Re: TSO / LSO
Re: TSO / LSO
- Subject: Re: TSO / LSO
- From: Andrew Gallatin <email@hidden>
- Date: Thu, 4 Jan 2007 08:01:15 -0500 (EST)
Terry Lambert writes:
> On Jan 3, 2007, at 10:28 AM, Adi Masputra wrote:
> > On Jan 3, 2007, at 6:44 AM, Andrew Gallatin wrote:
> >
> >> There are 3 problems with the above:
> >>
> >> 1) The NIC does not advertise any sort of MTU. The stack just sends
> >> down the biggest frame it can (ip_len is 16 bits, so the max is 64K-1
> >> for IPv4..). The NIC is responsible for splitting this into as many
> >> packets as required.
>
>
> Adi covered most of this below, but the real concern I had here was
> the NIC advertising the largest buffer that it was willing to take at
> a time. To me, this is the effective MTU to the card; you said 64K,
> but from my reading on TSO, you might wish to limit this due to on
> card memory buffer constraints vs. the number of active streams you
> expect to deal with simultaneously (i.e. host quench based on
> knowledge of card transmit buffer size).
The limitation is not needed, but there is a precedent for it
in the NDIS stack.

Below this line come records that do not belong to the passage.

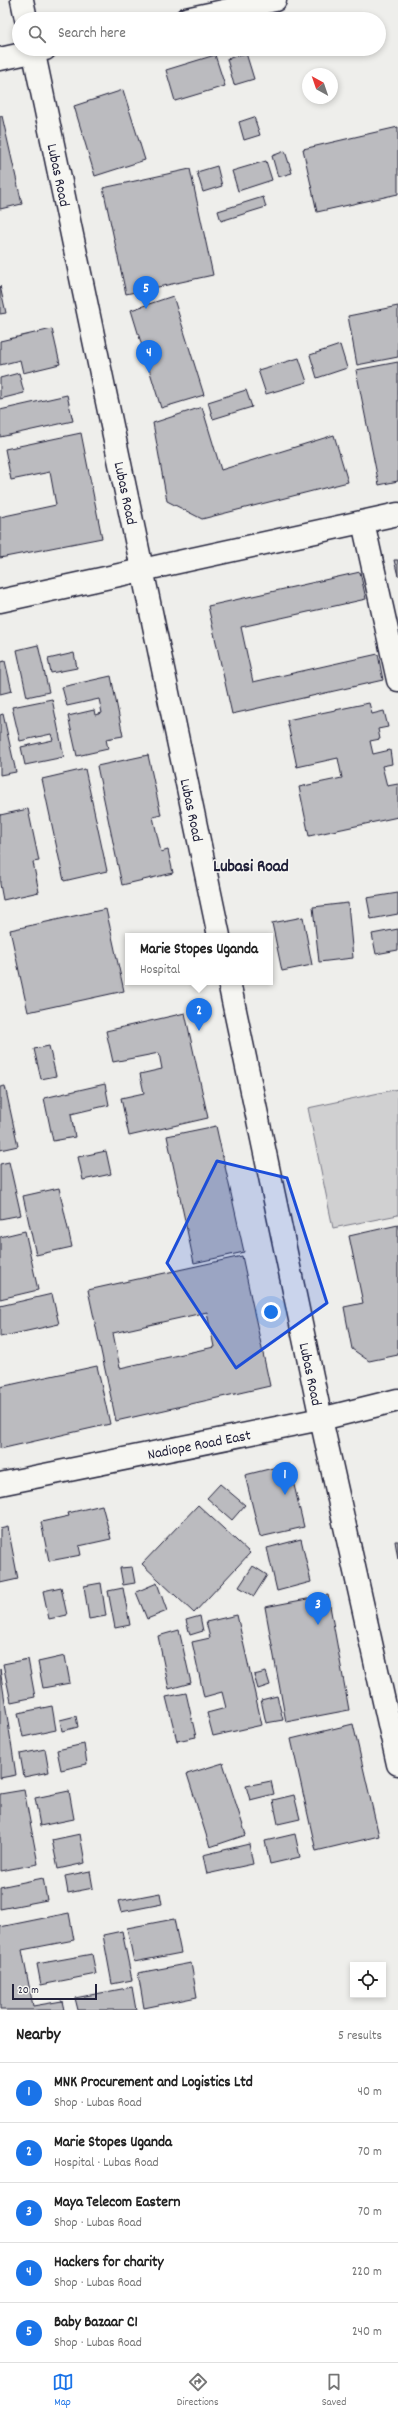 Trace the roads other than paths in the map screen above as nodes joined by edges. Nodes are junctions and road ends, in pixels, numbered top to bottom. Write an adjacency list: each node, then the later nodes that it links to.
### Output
1 (22, 0): 4 (street)
2 (275, 0): 3 (street)
3 (253, 2): 5 (street)
4 (25, 12)
5 (214, 12)
6 (12, 56): 8 (street)
7 (38, 56): 11 (street, Lubas Road)
8 (0, 59)
9 (398, 514): 10 (street)
10 (363, 522): 11 (street); 13 (street)
11 (142, 570): 12 (street); 14 (street, Lubas Road)
12 (0, 601)
13 (398, 680)
14 (218, 933)
15 (230, 985): 17 (street, Lubas Road)
16 (398, 1400): 17 (street, Nadiope Road East)
17 (321, 1419): 18 (street, Nadiope Road East); 19 (street, Lubas Road)
18 (0, 1484)
19 (398, 1764)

When we did our windows driver, we
were a bit puzzled by the purpose for it :)
> Minimally, there would be a need for a global override for protecting
> legacy filters from TSO (i.e. a way to turn it off, if filters were
> present).
Again, I don't dispute any problems with filters. I know nothing
about the filter architecture, and defer to you guys.

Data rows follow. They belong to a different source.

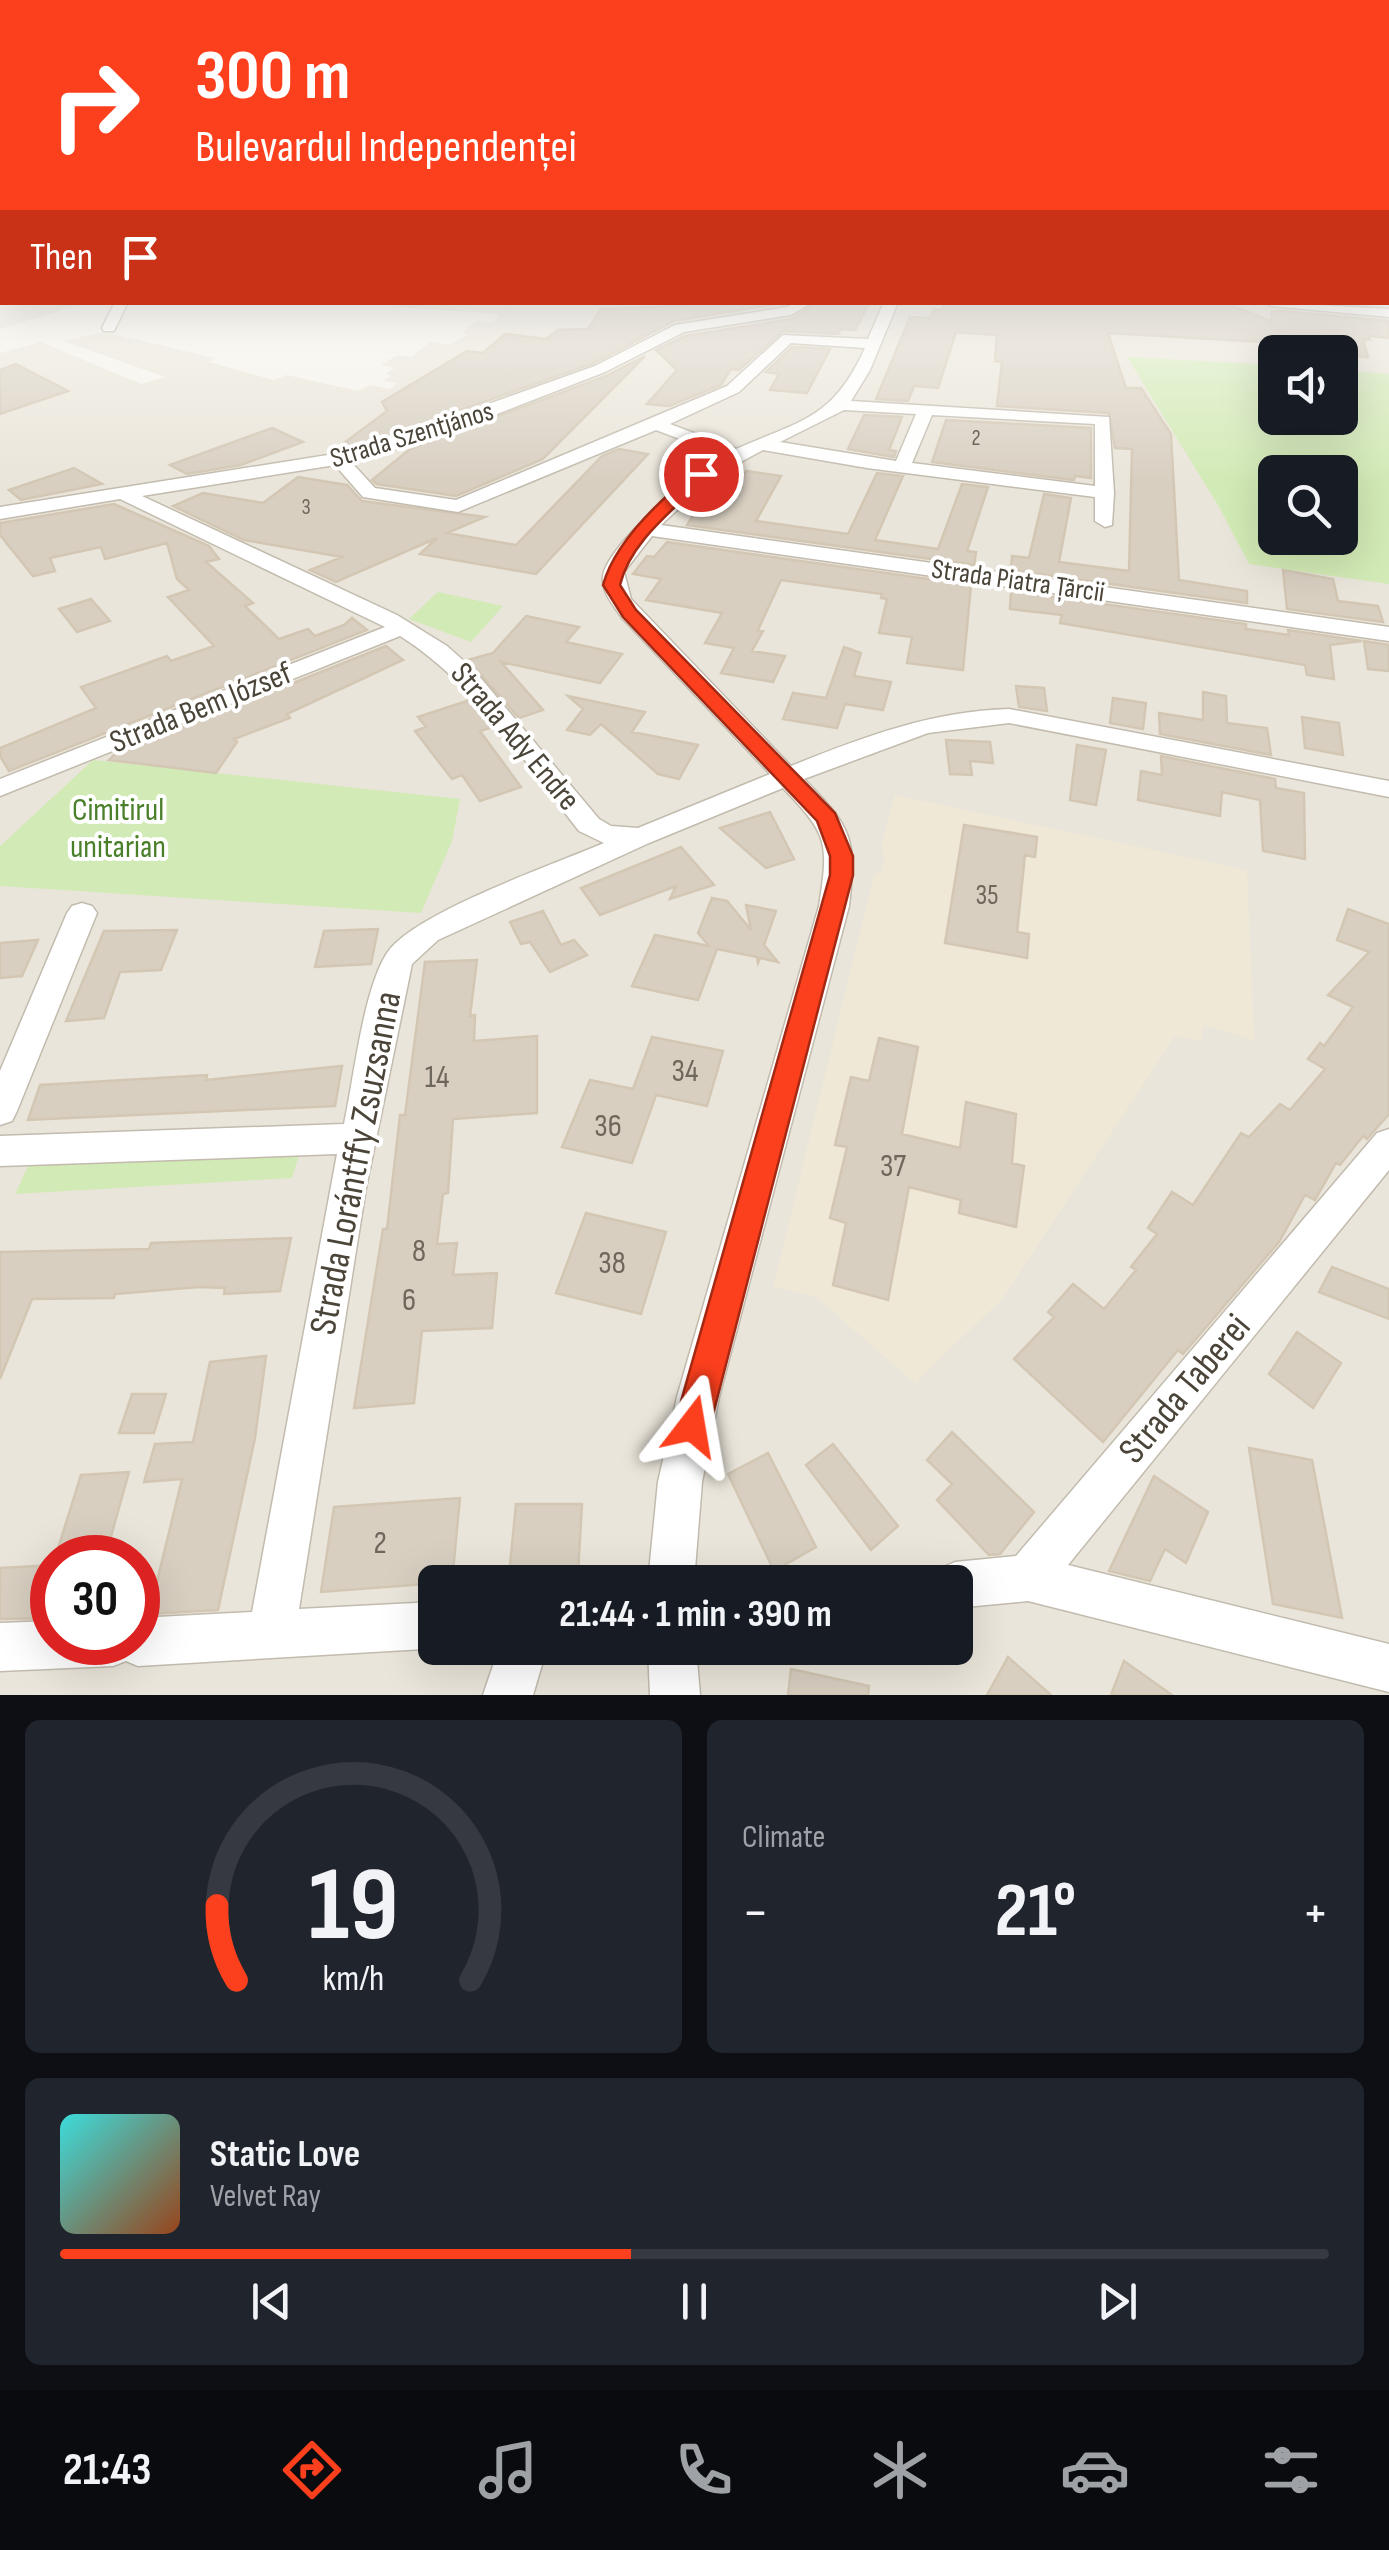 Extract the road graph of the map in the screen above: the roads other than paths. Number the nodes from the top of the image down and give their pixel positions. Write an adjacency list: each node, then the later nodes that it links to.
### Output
1 (110, 325): 4 (street)
2 (699, 325): 10 (street, Strada Szentjános)
3 (881, 325): 5 (street)
4 (109, 328)
5 (873, 344): 6 (street); 8 (street)
6 (840, 405): 7 (street); 9 (street)
7 (926, 409): 11 (street); 12 (street)
8 (656, 424): 9 (street); 10 (street)
9 (748, 449): 11 (street); 16 (street)
10 (340, 460): 13 (street, Strada Szentjános)
11 (902, 467): 12 (street)
12 (1105, 493): 15 (street)
13 (124, 494): 14 (street, Strada Szentjános); 17 (street, Strada Ady Endre)
14 (0, 512)
15 (1104, 521)
16 (647, 529): 18 (street, Strada Piatra Țărcii); 19 (street)
17 (402, 628): 20 (street, Strada Bem József); 22 (street, Strada Ady Endre)
18 (1389, 634)
19 (789, 776): 21 (street); 22 (street); 28 (street)
20 (0, 788)
21 (1389, 790)
22 (640, 837): 25 (street, Strada Lorántffy Zsuzsanna)
23 (82, 913): 24 (street)
24 (0, 1111)
25 (358, 1138): 27 (street); 32 (street, Strada Lorántffy Zsuzsanna)
26 (1389, 1144): 29 (street, Strada Taberei)
27 (0, 1151)
28 (673, 1565)
29 (1028, 1578): 30 (street); 38 (street)
30 (973, 1583)
31 (418, 1627): 32 (street)
32 (271, 1636): 33 (street)
33 (160, 1641)
34 (30, 1646): 35 (street)
35 (0, 1647)
36 (518, 1665): 39 (street)
37 (673, 1665): 40 (street)
38 (1389, 1668)
39 (508, 1695)
40 (675, 1695)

> >> 3) There is no need to buffer up an entire window on the NIC. All
> >> you
> >> really need to buffer on the NIC is one frame's worth of data (so
> >> that
> >> you can properly send the frame on the wire).
>
> Well, you also need the header template in hand for each in progress
> connection for which the data hasn't already been sent (minimally),
> etc..
Sure. This adds a max of what, 128 bytes? I was afraid you pick
this out, and should have mentioned it..
> This assumes that either the transmit buffer data is contiguous (a bad
> assumption, unless we are packing packet headers at the end of a page,
> and only mapping page aligned data following the headers), or that the
> NIC supports scatter/gather DMA.
How many nics made in the last decade have not supported s/g? :)
> If you consider that 100% bus-on for a NIC on a 64 bit wide PCI bus,
> you are talking about monopolizing the bus with data to keep a card
> properly fed. Breaking this up with scatter/gather would make things
> worse by increasing the transaction overhead, rather than amortizing
> it over a large buffer.
If you're going to saturate the link for 10GbE, you're going to push
the IO bus hard. Even on a MacPro, we only see in the neighborhood
of 11.25Gb/s PCIe DMA read bandwidth for our 8 lane NIC.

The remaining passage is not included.